## Dataset entries
^^^^
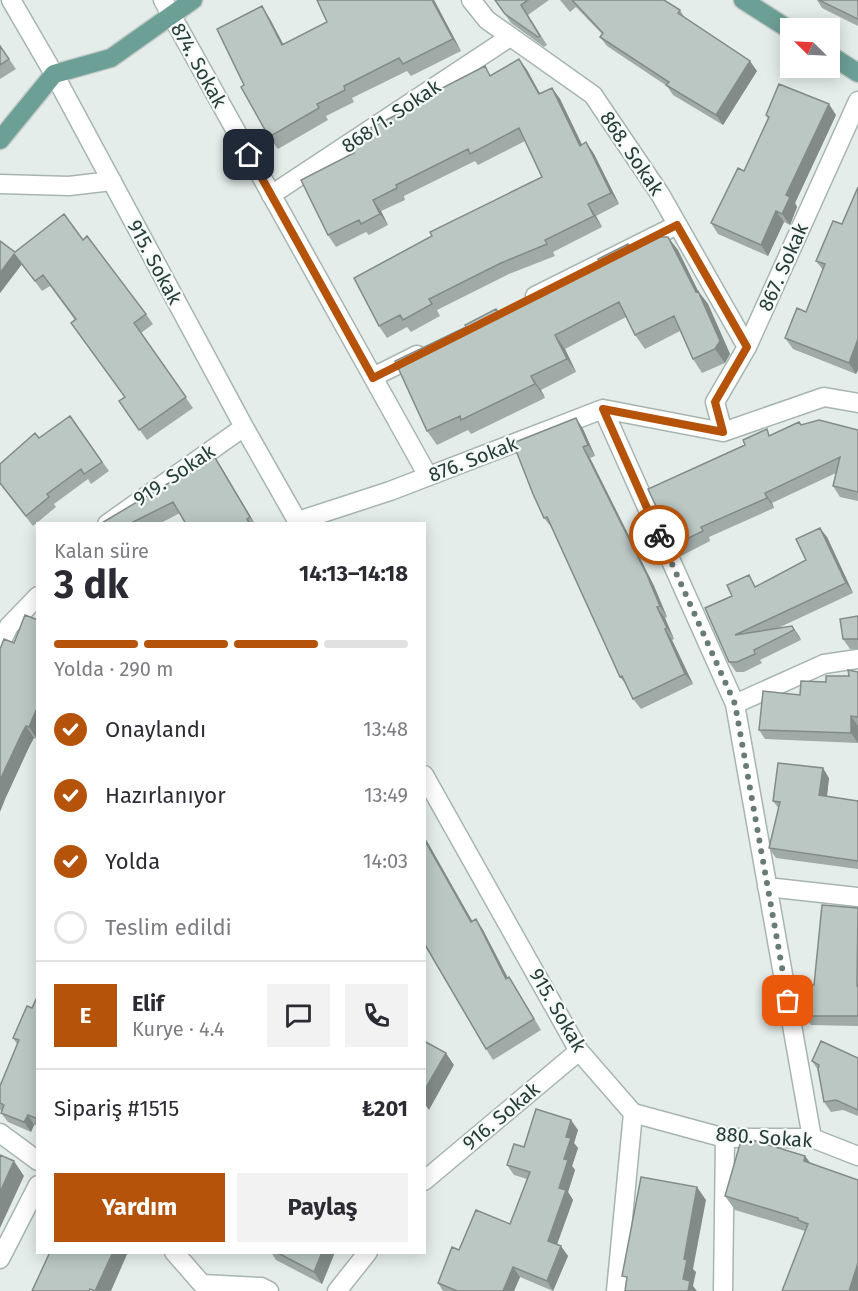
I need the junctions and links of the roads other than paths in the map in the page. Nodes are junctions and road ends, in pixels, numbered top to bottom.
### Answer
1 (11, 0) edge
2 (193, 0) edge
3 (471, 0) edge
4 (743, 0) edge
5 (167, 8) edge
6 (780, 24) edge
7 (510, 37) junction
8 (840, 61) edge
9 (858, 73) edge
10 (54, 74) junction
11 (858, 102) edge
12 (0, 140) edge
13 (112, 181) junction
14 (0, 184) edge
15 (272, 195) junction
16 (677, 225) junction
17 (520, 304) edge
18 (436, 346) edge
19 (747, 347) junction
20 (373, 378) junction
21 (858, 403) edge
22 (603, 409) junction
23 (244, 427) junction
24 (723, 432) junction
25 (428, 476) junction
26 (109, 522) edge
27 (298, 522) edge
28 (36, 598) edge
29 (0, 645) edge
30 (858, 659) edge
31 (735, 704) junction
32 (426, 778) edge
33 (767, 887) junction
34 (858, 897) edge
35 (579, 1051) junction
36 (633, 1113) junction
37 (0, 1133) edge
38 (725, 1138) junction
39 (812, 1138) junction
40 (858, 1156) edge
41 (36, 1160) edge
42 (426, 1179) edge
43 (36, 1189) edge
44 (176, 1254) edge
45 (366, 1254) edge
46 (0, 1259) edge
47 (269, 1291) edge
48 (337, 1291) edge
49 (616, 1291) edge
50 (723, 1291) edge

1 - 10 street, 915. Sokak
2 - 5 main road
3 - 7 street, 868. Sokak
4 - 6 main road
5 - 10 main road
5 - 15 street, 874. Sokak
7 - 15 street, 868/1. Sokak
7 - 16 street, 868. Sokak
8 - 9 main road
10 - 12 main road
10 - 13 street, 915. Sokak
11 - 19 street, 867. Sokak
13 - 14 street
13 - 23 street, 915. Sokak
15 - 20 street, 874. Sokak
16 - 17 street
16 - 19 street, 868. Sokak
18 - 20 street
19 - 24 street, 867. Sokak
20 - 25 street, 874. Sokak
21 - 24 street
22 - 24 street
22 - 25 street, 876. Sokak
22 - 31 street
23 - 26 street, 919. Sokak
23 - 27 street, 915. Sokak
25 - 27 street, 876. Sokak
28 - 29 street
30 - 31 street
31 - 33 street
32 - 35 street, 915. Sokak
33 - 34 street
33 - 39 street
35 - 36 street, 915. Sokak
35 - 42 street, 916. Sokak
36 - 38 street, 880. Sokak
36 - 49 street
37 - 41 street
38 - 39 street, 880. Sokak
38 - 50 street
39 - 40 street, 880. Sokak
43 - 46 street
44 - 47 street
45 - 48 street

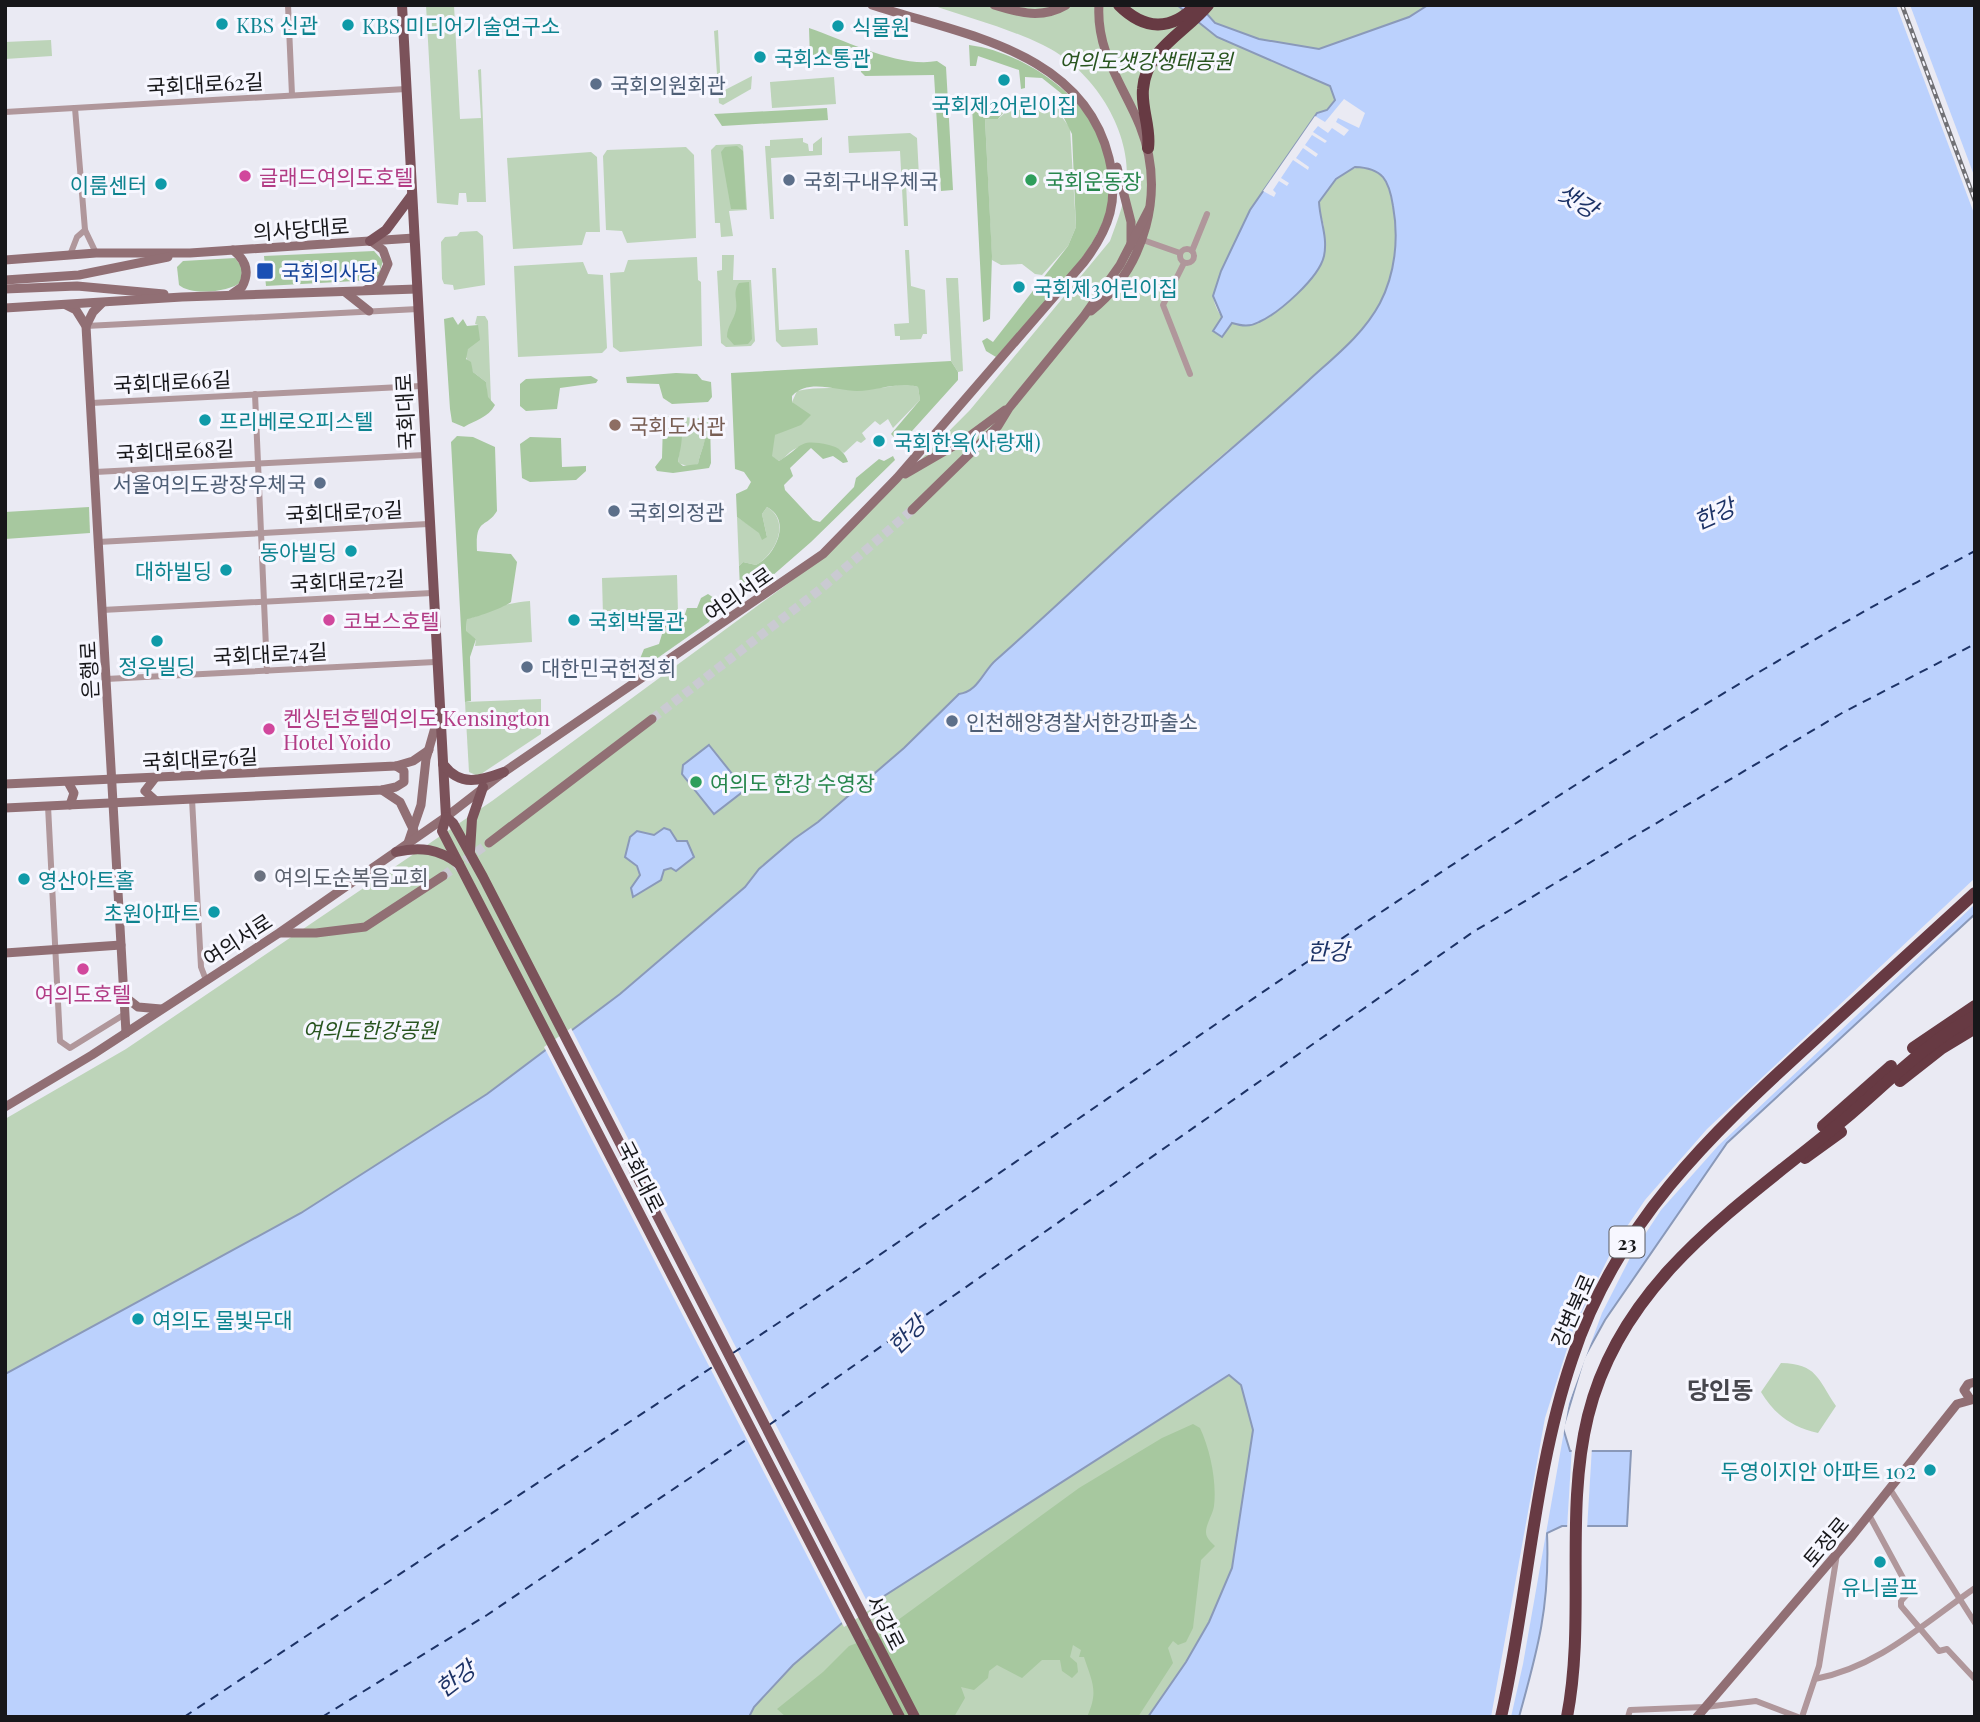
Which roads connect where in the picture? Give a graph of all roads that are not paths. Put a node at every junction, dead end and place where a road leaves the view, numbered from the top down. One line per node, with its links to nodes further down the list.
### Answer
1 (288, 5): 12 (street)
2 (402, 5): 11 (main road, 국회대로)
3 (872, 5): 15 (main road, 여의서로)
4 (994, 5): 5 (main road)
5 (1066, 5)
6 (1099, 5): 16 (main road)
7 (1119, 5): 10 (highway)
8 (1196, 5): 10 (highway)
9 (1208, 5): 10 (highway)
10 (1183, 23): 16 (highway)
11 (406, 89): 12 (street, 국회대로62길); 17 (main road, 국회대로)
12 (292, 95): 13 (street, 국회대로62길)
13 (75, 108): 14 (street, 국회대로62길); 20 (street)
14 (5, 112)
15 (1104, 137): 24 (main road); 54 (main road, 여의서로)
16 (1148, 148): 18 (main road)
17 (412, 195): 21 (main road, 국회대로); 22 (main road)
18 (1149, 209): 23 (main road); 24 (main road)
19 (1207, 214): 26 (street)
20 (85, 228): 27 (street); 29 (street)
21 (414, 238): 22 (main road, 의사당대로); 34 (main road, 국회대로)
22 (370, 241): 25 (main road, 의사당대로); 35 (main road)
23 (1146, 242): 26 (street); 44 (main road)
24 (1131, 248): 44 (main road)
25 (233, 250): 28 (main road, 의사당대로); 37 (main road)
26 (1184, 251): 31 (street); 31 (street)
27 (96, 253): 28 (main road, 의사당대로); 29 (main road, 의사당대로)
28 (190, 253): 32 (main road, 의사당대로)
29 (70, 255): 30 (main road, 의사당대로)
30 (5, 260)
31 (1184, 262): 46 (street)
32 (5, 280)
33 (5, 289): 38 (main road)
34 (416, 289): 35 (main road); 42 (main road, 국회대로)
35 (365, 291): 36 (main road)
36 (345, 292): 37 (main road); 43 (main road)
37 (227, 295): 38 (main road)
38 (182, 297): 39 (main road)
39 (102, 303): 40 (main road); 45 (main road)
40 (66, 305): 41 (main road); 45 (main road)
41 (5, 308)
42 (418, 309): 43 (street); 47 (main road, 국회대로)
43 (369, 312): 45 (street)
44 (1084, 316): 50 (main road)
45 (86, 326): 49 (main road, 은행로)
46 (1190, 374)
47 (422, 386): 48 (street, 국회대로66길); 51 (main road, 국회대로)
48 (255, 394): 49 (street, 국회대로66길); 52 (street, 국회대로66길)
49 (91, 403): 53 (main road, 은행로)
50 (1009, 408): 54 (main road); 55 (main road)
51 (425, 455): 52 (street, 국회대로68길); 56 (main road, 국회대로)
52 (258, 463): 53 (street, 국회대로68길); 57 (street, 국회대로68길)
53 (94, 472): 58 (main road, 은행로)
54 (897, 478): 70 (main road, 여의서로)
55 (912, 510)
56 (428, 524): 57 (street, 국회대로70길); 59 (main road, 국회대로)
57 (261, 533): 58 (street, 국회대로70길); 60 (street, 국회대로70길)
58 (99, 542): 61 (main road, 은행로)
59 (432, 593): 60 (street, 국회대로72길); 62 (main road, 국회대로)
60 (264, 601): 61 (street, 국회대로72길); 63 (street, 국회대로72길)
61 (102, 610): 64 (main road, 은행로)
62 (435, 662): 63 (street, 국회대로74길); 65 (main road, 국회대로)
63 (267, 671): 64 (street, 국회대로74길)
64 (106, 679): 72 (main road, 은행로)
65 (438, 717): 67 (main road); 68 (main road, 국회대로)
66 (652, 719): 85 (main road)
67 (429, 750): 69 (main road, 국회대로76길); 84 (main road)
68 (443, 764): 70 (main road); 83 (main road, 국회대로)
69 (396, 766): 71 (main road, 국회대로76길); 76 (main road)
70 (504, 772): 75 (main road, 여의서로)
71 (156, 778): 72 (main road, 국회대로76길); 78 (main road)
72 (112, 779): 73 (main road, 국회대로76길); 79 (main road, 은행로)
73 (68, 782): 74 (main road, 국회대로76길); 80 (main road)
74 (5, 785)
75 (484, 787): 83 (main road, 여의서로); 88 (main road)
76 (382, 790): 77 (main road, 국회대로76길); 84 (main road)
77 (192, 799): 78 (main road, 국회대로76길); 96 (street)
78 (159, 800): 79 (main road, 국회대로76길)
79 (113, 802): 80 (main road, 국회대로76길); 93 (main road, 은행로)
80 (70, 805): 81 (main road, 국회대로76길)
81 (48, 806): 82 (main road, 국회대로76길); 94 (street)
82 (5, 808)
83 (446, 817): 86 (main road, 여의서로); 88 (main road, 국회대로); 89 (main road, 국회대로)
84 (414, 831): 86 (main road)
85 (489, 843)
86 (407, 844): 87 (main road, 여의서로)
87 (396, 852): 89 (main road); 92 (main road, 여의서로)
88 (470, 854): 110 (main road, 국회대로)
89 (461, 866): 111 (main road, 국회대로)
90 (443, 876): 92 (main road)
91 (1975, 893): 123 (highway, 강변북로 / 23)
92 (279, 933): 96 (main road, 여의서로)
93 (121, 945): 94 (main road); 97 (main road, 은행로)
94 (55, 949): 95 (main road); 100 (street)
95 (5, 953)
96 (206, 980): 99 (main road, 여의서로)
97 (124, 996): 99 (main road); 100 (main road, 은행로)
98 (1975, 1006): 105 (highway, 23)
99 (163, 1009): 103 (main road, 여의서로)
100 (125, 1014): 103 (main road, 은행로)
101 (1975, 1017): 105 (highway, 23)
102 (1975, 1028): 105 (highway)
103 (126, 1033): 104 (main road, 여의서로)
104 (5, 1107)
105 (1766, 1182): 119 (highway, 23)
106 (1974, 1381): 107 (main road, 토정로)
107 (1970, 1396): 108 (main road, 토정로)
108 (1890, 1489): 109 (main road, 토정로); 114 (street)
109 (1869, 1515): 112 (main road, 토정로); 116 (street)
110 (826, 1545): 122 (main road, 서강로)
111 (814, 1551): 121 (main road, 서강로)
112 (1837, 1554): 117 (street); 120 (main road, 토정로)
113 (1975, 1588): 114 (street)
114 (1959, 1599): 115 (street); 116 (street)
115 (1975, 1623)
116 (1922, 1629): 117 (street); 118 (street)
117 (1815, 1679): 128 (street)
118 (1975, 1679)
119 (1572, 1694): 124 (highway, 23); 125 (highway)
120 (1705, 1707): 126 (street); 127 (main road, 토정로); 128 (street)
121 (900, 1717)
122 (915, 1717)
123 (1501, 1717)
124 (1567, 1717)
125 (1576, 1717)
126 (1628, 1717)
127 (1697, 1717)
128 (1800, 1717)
^^^^
Return every line from the entries above that contains the word "여의서로".

3 (872, 5): 15 (main road, 여의서로)
15 (1104, 137): 24 (main road); 54 (main road, 여의서로)
54 (897, 478): 70 (main road, 여의서로)
70 (504, 772): 75 (main road, 여의서로)
75 (484, 787): 83 (main road, 여의서로); 88 (main road)
83 (446, 817): 86 (main road, 여의서로); 88 (main road, 국회대로); 89 (main road, 국회대로)
86 (407, 844): 87 (main road, 여의서로)
87 (396, 852): 89 (main road); 92 (main road, 여의서로)
92 (279, 933): 96 (main road, 여의서로)
96 (206, 980): 99 (main road, 여의서로)
99 (163, 1009): 103 (main road, 여의서로)
103 (126, 1033): 104 (main road, 여의서로)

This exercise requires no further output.